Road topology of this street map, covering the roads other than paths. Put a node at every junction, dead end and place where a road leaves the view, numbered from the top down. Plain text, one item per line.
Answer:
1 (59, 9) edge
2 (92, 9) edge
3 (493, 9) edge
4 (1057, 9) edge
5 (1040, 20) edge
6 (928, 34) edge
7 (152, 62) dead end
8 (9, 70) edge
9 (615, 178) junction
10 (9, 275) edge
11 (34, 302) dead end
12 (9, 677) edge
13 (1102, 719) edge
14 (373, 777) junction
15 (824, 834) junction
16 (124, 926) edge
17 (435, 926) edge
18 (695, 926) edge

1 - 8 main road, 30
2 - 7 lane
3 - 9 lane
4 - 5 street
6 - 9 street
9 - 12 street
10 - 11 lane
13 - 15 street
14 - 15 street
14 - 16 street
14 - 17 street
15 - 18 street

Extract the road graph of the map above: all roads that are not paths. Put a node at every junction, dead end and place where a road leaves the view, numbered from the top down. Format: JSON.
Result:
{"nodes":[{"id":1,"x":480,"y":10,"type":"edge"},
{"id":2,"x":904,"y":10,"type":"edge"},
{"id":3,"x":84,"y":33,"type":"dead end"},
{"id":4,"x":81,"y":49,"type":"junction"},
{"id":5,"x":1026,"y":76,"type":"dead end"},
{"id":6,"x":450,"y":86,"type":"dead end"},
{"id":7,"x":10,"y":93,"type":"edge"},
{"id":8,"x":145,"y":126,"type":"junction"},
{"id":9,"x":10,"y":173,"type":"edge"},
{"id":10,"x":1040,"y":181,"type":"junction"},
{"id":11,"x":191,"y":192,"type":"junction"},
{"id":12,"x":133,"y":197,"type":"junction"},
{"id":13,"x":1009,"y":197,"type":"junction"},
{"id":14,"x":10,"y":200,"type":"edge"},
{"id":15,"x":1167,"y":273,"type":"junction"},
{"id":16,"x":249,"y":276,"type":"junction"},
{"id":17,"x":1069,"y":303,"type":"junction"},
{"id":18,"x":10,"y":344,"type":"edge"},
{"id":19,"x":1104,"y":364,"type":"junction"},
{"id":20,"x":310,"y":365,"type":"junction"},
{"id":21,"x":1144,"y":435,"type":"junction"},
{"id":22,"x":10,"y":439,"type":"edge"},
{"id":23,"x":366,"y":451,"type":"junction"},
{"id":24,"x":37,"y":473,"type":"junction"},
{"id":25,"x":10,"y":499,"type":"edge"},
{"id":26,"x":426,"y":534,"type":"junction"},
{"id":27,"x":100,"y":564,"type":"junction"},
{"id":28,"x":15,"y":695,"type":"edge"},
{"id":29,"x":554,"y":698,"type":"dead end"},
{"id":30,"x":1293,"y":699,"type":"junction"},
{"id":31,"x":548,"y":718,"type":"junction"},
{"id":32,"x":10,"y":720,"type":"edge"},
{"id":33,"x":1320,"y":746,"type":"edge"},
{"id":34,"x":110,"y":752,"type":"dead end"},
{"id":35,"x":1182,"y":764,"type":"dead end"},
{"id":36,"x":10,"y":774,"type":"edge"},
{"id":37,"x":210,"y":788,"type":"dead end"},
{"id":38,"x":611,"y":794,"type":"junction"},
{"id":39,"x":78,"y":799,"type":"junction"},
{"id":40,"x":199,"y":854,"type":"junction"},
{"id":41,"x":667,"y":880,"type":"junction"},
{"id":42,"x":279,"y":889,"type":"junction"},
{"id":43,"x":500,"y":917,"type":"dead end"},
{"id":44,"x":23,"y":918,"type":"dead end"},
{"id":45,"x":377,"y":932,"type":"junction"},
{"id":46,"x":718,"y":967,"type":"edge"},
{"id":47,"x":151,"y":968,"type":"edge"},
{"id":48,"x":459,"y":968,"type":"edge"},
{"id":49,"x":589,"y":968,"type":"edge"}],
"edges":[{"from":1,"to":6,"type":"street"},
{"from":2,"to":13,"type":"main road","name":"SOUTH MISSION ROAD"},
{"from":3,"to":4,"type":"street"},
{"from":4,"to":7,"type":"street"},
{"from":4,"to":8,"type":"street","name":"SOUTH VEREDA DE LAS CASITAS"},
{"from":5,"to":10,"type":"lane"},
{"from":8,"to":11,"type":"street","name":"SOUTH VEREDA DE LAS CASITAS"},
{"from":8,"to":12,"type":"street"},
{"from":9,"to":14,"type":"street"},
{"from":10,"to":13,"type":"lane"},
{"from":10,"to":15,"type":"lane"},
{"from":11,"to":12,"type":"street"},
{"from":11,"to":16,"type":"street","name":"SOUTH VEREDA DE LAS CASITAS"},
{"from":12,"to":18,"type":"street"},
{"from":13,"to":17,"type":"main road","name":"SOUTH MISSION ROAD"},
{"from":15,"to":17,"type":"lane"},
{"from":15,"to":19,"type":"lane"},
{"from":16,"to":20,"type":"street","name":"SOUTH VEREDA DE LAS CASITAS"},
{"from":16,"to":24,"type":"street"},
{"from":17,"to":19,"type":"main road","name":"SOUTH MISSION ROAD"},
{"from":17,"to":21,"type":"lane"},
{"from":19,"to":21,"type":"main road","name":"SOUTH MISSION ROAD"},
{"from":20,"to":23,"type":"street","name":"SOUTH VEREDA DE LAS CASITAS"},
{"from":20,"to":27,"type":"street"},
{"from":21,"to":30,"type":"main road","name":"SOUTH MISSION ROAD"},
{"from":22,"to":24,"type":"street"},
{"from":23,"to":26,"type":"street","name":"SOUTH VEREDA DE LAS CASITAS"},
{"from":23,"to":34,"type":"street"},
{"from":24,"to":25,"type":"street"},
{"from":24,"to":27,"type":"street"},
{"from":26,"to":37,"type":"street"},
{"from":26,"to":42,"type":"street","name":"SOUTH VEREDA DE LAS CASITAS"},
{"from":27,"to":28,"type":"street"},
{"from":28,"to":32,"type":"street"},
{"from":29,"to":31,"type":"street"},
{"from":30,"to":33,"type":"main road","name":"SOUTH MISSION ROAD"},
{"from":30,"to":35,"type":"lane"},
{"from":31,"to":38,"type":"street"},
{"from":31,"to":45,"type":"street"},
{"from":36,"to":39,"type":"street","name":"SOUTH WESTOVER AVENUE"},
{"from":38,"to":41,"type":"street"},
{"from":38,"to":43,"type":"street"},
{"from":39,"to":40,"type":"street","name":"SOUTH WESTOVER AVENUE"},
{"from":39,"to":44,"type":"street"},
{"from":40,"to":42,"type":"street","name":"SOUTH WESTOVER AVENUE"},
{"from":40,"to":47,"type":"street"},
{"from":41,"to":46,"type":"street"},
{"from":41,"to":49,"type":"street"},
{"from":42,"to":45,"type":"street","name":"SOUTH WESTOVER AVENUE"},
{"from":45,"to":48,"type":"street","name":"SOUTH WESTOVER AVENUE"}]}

> PROBLEM
Reproduce every line from the listing above that holds the word "lane".

> OUTPUT BELOW
2 - 7 lane
3 - 9 lane
10 - 11 lane
{"from":5,"to":10,"type":"lane"},
{"from":10,"to":13,"type":"lane"},
{"from":10,"to":15,"type":"lane"},
{"from":15,"to":17,"type":"lane"},
{"from":15,"to":19,"type":"lane"},
{"from":17,"to":21,"type":"lane"},
{"from":30,"to":35,"type":"lane"},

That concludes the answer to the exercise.